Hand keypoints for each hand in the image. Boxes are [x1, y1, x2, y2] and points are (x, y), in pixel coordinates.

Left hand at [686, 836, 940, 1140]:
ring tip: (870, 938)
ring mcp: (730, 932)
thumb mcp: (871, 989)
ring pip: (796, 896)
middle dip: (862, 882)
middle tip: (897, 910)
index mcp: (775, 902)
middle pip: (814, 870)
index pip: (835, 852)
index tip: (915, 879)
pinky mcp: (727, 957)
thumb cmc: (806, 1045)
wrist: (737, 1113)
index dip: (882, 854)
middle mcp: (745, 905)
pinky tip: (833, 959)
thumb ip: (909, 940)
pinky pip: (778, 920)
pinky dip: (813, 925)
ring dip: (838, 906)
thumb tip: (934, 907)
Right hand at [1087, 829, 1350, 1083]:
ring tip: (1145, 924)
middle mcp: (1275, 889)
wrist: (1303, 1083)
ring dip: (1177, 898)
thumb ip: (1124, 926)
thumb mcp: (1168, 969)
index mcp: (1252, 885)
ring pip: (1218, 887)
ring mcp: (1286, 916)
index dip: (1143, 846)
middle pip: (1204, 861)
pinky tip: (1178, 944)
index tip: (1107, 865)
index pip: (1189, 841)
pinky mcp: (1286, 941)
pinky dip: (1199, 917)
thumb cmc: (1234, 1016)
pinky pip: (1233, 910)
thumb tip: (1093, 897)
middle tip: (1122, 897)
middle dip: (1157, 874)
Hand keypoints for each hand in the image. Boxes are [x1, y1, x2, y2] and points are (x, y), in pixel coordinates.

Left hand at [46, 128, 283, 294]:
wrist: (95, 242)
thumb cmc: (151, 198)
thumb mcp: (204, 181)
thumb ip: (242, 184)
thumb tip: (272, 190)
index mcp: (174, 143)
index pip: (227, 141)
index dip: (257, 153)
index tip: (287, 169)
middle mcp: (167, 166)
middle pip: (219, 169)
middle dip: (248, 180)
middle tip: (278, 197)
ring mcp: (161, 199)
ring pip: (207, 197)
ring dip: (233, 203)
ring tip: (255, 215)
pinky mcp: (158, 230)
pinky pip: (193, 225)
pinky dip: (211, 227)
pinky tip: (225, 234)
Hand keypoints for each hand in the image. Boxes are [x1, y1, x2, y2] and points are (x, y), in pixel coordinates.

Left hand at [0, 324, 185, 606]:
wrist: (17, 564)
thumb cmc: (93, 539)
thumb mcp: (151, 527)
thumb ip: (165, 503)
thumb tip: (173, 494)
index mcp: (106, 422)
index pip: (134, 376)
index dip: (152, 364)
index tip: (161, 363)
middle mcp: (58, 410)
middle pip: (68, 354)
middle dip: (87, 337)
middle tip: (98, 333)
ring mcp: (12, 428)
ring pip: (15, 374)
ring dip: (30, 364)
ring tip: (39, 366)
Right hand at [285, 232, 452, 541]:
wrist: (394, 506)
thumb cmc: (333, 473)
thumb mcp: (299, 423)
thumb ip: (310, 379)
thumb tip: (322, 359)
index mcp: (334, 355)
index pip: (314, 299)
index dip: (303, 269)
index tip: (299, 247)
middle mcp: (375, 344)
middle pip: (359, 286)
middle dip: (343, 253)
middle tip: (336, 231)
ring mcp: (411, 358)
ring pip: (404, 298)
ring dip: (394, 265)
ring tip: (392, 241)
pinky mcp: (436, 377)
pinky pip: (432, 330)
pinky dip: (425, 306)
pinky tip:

### [Activity]
Which lines run from the one holding "ring pip: (796, 896)" through the one holding "index tip: (1107, 865)" in the records above? Repeat them exactly, both included, and nothing more.

### [Result below]
ring pip: (796, 896)
middle dip: (862, 882)
middle tip: (897, 910)
index mcp: (775, 902)
middle pip: (814, 870)
index pip: (835, 852)
index tip: (915, 879)
pinky mcp: (727, 957)
thumb cmc: (806, 1045)
wrist: (737, 1113)
index dip: (882, 854)
middle mcp: (745, 905)
pinky tip: (833, 959)
thumb ip: (909, 940)
pinky pip: (778, 920)
pinky dip: (813, 925)
ring dip: (838, 906)
thumb tip: (934, 907)
Right hand at [1087, 829, 1350, 1083]:
ring tip: (1145, 924)
middle mcp: (1275, 889)
wrist: (1303, 1083)
ring dip: (1177, 898)
thumb ip: (1124, 926)
thumb mcp: (1168, 969)
index mcp: (1252, 885)
ring pip: (1218, 887)
ring mcp: (1286, 916)
index dip: (1143, 846)
middle pip: (1204, 861)
pinky tip: (1178, 944)
index tip: (1107, 865)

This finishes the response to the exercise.